Available records:

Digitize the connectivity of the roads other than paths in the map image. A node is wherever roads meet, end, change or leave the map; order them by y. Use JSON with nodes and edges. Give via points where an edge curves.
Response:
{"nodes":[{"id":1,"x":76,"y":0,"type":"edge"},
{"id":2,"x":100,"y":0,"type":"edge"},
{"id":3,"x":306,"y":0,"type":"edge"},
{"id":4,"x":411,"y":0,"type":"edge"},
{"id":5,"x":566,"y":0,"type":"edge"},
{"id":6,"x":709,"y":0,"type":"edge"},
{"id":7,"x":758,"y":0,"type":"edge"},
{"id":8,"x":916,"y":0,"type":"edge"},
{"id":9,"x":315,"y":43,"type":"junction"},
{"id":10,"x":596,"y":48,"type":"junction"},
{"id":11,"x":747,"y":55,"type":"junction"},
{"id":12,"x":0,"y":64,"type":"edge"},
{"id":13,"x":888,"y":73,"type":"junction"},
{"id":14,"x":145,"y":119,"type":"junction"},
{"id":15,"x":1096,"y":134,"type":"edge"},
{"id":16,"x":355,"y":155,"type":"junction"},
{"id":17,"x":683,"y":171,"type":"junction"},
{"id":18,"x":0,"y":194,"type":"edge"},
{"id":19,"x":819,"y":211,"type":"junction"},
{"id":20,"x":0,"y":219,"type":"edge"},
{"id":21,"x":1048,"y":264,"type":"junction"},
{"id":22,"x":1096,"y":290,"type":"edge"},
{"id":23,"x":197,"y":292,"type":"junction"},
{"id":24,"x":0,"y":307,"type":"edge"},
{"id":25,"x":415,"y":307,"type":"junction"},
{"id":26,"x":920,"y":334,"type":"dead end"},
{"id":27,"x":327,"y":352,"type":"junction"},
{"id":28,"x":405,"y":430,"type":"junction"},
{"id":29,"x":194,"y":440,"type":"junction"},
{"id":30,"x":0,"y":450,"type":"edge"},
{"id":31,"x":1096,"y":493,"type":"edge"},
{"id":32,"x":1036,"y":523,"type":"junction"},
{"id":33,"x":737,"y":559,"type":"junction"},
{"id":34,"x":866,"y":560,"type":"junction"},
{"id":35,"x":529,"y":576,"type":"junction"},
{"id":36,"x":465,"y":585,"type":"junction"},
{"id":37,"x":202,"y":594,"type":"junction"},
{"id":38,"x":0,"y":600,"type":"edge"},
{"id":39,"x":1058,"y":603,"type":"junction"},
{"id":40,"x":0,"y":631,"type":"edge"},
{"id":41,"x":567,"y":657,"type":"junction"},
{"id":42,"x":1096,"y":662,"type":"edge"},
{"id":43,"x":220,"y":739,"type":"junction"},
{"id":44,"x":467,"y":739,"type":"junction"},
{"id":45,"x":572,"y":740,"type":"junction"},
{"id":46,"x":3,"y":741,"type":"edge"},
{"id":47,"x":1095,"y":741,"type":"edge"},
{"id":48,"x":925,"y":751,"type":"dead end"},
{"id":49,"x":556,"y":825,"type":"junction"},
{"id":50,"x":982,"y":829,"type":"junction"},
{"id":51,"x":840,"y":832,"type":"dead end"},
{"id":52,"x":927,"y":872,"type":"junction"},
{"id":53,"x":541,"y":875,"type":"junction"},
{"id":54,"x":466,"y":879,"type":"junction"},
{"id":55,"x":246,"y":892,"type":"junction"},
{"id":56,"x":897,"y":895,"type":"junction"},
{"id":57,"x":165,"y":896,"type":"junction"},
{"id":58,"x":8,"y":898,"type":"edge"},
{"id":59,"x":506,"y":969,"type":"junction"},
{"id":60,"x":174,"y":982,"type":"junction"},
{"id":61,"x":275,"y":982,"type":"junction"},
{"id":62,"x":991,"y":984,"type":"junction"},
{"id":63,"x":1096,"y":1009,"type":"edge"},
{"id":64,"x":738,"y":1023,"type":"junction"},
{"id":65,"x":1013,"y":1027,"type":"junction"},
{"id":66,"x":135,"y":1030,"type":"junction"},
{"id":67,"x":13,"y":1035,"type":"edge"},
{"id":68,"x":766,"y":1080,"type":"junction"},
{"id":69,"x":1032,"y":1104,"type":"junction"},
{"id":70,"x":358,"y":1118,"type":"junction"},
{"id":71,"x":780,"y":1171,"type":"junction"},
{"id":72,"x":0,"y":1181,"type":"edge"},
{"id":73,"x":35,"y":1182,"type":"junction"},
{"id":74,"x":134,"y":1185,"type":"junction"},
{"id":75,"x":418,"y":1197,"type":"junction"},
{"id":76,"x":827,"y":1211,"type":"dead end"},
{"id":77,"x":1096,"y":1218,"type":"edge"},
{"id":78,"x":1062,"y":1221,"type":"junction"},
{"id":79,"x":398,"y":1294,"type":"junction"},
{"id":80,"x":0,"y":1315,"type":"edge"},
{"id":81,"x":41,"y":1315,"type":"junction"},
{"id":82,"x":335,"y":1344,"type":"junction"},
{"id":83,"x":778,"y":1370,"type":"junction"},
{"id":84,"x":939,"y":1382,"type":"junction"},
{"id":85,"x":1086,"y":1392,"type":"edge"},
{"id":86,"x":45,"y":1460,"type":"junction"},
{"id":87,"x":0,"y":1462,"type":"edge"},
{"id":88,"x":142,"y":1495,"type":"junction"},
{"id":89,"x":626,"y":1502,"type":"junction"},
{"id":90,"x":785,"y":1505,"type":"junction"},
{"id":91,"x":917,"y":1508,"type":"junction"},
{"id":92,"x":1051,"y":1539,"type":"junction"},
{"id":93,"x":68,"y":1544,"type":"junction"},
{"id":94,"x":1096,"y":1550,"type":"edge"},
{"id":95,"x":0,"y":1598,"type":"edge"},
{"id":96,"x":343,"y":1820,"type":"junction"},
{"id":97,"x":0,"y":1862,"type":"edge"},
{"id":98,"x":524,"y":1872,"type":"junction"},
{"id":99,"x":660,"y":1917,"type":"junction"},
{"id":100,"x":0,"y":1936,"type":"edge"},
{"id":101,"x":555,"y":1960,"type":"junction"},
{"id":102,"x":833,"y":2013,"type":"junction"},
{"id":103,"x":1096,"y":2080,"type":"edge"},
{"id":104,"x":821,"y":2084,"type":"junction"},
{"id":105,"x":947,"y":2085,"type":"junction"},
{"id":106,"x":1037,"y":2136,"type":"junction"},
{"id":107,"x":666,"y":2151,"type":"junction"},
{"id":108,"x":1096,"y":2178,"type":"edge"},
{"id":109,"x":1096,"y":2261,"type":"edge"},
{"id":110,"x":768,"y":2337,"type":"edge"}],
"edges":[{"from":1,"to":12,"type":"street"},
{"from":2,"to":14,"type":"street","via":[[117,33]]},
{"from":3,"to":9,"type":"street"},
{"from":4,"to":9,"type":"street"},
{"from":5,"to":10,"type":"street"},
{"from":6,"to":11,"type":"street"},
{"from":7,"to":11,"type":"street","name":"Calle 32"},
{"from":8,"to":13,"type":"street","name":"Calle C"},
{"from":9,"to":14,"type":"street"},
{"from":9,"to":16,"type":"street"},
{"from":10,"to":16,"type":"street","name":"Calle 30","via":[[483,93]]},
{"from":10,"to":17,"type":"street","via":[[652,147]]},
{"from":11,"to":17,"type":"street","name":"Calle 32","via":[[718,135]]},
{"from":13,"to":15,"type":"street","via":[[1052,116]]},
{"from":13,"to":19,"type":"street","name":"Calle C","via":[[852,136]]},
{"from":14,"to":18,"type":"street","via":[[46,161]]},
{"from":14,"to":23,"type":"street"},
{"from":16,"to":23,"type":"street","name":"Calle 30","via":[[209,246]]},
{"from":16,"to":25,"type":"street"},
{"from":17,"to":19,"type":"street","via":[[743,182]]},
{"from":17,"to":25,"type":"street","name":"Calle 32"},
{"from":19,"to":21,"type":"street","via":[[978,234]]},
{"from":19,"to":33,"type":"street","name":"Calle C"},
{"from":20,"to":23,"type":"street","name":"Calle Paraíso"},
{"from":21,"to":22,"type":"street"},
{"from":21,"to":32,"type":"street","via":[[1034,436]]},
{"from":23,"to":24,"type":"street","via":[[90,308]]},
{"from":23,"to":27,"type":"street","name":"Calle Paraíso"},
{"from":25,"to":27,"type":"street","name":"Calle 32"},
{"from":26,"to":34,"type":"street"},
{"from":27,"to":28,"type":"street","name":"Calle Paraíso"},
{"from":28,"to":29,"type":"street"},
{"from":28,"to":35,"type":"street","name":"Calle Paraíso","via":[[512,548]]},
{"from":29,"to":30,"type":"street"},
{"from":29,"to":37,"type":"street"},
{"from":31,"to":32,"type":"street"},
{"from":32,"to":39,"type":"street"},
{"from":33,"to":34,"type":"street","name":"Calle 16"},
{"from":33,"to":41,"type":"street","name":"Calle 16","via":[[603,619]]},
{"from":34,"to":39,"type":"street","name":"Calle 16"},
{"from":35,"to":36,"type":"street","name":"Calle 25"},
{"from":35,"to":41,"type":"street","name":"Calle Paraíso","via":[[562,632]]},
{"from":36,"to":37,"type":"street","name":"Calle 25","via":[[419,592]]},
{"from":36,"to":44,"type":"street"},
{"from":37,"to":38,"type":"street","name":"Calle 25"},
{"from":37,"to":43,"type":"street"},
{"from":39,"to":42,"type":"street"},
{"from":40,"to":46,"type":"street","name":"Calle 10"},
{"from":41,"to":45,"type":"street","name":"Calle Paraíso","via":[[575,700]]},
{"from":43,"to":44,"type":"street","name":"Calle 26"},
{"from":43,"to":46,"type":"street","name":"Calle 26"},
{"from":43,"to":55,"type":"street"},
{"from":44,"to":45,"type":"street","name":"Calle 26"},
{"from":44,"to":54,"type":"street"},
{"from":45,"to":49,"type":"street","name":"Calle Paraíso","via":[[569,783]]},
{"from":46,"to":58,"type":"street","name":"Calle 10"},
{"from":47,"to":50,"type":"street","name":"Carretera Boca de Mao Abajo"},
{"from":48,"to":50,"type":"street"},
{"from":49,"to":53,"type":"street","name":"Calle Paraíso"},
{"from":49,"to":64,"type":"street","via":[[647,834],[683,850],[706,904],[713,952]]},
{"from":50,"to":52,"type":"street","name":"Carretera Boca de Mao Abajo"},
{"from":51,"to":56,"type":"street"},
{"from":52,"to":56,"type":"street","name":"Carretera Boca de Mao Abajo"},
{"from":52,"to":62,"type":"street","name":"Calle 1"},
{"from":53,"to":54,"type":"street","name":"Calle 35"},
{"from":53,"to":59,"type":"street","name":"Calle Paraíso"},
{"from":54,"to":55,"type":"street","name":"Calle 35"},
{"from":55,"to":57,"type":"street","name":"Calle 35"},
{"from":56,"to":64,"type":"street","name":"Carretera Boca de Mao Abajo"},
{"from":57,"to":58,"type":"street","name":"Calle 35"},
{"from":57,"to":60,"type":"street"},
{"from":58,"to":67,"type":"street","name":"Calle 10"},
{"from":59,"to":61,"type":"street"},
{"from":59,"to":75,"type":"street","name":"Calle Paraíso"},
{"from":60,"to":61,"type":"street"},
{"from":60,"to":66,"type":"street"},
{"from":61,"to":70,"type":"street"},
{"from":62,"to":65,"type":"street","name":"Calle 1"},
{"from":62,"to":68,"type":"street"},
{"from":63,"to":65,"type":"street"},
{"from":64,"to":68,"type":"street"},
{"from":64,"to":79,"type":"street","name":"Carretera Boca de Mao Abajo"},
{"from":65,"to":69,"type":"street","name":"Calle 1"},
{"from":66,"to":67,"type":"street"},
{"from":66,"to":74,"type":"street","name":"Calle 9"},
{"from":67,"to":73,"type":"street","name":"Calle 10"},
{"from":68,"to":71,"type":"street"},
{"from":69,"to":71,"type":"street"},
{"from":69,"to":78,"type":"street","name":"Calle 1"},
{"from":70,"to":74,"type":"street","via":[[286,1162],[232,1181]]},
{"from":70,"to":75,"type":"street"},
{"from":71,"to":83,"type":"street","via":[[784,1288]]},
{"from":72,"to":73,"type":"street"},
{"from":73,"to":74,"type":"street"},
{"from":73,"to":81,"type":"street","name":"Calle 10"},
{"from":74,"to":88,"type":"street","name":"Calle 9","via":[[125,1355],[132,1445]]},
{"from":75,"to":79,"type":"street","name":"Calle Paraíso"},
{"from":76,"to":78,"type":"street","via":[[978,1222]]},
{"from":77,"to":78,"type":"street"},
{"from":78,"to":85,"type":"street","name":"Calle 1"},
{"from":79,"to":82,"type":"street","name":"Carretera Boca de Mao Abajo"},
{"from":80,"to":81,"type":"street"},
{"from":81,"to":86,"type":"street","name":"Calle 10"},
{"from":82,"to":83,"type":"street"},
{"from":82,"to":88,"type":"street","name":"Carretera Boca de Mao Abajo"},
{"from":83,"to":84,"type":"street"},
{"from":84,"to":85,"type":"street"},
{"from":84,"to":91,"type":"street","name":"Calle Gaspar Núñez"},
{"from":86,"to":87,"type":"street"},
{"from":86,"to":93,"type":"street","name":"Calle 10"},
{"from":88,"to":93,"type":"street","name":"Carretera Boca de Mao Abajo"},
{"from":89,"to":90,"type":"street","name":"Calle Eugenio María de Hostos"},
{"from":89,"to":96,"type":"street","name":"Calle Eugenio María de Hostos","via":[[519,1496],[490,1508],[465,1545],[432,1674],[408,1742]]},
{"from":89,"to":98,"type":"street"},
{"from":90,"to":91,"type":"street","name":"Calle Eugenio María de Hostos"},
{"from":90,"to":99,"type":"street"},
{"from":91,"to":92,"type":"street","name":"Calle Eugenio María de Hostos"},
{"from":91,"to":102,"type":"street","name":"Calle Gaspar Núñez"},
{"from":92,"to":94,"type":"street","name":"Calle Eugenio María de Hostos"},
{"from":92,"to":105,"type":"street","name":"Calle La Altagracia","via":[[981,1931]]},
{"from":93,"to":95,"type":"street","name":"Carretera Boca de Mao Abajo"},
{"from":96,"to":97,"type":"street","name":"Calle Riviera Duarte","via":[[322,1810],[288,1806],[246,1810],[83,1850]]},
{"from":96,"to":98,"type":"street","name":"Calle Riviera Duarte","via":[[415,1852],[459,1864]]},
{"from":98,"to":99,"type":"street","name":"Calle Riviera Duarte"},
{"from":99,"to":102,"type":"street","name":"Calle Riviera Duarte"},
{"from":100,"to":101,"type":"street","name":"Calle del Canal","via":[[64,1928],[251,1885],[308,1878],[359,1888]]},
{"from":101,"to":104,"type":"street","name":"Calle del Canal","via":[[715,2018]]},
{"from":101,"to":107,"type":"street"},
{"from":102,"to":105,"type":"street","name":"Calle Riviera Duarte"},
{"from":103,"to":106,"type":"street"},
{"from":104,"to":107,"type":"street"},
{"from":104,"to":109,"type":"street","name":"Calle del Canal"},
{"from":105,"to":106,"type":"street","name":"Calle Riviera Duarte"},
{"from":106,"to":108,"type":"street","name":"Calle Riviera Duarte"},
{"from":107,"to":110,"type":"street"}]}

Goal of the exercise:
Return each line of the preceding material in which "Núñez" can be found.

Answer to this task:
{"from":84,"to":91,"type":"street","name":"Calle Gaspar Núñez"},
{"from":91,"to":102,"type":"street","name":"Calle Gaspar Núñez"},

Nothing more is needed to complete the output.